Someone who endlessly talks about a subject they know nothing about, based on what someone else has said.
Is being a "wiki" better or worse than a "chav" ?
Not misplaced at all
The pedantry isn't misplaced at all, there's no such thing as a "princple editor".
Do you really think the OED employs someone full time to compile a list of princples that they stand for? Does a dictionary even have principles?

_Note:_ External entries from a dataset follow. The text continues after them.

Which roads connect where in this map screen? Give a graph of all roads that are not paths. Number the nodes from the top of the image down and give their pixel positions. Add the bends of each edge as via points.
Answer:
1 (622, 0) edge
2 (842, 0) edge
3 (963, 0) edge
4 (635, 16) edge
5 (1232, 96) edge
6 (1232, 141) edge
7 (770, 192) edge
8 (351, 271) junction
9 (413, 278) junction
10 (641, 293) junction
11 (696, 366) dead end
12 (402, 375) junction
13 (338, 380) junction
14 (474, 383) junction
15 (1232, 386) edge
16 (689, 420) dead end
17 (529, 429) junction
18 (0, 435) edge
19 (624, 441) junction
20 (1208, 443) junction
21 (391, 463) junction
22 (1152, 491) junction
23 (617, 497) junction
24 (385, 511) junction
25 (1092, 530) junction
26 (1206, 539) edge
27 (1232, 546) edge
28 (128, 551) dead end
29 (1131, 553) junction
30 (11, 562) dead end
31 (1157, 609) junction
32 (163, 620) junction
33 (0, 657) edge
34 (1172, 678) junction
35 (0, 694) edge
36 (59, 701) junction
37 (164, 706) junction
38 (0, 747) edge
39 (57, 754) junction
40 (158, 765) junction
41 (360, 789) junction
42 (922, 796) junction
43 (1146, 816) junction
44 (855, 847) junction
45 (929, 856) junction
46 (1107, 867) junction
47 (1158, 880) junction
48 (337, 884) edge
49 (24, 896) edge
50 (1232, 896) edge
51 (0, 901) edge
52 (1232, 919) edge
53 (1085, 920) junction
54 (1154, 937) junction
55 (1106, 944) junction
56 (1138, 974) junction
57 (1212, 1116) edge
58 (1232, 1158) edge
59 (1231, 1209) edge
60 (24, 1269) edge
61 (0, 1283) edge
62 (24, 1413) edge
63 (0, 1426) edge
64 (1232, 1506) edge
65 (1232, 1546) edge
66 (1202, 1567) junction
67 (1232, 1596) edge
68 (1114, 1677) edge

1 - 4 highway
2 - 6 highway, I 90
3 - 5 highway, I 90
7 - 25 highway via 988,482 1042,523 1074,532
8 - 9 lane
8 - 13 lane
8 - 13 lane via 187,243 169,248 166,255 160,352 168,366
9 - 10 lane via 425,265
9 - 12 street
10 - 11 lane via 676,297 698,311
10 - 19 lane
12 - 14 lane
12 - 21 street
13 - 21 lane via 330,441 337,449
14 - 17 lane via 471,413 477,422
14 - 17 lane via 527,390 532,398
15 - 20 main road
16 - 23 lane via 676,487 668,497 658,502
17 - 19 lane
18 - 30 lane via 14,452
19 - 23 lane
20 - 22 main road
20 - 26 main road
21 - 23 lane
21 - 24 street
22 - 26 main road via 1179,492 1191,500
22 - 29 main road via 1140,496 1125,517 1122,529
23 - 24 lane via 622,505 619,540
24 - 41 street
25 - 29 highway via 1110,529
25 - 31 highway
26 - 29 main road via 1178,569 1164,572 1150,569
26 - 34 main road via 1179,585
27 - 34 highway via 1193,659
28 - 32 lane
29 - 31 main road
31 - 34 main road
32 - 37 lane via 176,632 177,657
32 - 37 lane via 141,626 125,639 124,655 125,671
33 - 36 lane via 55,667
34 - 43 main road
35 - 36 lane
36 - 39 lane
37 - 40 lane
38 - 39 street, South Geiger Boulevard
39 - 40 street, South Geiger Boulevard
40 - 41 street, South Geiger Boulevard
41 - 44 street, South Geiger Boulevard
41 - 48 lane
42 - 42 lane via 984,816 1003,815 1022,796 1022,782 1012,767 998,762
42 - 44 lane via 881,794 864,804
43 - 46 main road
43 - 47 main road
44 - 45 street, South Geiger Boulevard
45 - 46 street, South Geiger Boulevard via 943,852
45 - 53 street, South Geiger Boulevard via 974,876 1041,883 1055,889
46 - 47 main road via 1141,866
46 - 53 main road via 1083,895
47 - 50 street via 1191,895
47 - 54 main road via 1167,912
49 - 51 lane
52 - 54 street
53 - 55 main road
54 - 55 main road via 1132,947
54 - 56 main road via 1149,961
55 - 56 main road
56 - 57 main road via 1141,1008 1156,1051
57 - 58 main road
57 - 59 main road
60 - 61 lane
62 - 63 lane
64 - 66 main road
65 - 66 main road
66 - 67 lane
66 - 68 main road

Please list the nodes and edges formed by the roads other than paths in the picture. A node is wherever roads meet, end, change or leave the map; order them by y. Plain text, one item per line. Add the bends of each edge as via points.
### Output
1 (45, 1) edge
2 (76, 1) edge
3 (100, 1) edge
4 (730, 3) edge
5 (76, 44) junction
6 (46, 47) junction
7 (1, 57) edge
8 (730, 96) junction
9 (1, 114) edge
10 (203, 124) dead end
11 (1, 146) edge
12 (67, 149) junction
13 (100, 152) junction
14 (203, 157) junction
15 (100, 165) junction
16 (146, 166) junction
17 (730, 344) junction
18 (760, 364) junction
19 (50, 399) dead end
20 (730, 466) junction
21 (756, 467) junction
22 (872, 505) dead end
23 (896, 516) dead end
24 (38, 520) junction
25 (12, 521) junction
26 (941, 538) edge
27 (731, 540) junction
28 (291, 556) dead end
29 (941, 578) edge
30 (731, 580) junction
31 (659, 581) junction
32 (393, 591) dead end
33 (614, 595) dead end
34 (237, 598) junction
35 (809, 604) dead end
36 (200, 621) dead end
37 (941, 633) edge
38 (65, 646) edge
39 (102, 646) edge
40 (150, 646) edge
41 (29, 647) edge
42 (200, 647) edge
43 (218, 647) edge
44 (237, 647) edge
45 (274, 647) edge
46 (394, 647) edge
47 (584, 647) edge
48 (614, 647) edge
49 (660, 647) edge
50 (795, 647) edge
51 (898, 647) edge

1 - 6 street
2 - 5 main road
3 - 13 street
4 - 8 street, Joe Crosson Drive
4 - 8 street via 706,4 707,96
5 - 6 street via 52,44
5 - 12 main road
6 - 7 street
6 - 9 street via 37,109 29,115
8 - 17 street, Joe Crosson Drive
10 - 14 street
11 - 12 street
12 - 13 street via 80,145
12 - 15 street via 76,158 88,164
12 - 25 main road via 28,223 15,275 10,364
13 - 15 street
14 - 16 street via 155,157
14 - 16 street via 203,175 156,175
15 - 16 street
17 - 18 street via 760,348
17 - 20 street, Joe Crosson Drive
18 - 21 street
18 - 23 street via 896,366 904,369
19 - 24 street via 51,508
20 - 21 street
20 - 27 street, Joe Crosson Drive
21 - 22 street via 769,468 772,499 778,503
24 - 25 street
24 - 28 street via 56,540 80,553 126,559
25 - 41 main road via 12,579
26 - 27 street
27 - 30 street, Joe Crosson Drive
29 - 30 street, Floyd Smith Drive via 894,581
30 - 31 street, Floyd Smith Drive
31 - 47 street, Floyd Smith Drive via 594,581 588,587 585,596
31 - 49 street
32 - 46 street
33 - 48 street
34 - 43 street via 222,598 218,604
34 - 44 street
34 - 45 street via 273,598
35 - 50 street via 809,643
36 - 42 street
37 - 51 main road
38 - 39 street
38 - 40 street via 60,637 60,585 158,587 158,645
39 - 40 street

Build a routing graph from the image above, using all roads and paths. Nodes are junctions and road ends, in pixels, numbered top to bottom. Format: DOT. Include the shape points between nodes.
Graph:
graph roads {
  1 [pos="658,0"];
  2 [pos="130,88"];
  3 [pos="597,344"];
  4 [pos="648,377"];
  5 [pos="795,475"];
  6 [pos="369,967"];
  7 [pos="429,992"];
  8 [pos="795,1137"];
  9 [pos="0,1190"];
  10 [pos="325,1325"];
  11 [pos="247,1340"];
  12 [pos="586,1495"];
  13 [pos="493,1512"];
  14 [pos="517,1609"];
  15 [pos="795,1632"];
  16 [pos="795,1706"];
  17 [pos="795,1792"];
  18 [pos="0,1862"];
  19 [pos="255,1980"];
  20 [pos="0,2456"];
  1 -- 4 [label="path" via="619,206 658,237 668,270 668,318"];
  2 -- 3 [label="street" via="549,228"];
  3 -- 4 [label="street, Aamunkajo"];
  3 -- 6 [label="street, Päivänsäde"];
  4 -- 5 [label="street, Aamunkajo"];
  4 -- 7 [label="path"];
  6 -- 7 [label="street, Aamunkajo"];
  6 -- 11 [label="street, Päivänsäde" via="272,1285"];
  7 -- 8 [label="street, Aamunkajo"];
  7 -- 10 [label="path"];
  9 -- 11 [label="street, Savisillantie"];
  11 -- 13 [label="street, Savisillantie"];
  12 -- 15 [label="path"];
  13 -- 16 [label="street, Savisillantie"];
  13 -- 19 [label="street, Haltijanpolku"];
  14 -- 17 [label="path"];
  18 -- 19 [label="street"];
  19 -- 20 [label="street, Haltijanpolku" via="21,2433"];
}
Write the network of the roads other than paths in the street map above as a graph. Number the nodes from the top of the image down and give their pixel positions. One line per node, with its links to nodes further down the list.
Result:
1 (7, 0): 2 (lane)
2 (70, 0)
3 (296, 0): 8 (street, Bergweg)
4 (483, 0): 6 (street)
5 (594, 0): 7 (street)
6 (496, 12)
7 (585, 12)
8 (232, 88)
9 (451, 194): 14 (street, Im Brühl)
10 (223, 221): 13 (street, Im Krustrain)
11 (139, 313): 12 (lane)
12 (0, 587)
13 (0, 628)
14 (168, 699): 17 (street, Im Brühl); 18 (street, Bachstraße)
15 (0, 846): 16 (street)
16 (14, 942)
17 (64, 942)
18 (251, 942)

And, lo and behold, El Reg themselves have corrected it to "principal".
It's not elevation
A word making the OED is not news, it's statistics. The OED is no académie-driven Grand Robert, it's a descriptive dictionary; a dictionary of record, if you like. Its authority is scholarly, not prescriptive, and thank goodness; the lack of an « English Academy » is one of the reasons English is such an adaptive and vibrant language. (What a thought: English is run like Wikipedia! Maybe we should all switch to French after all...)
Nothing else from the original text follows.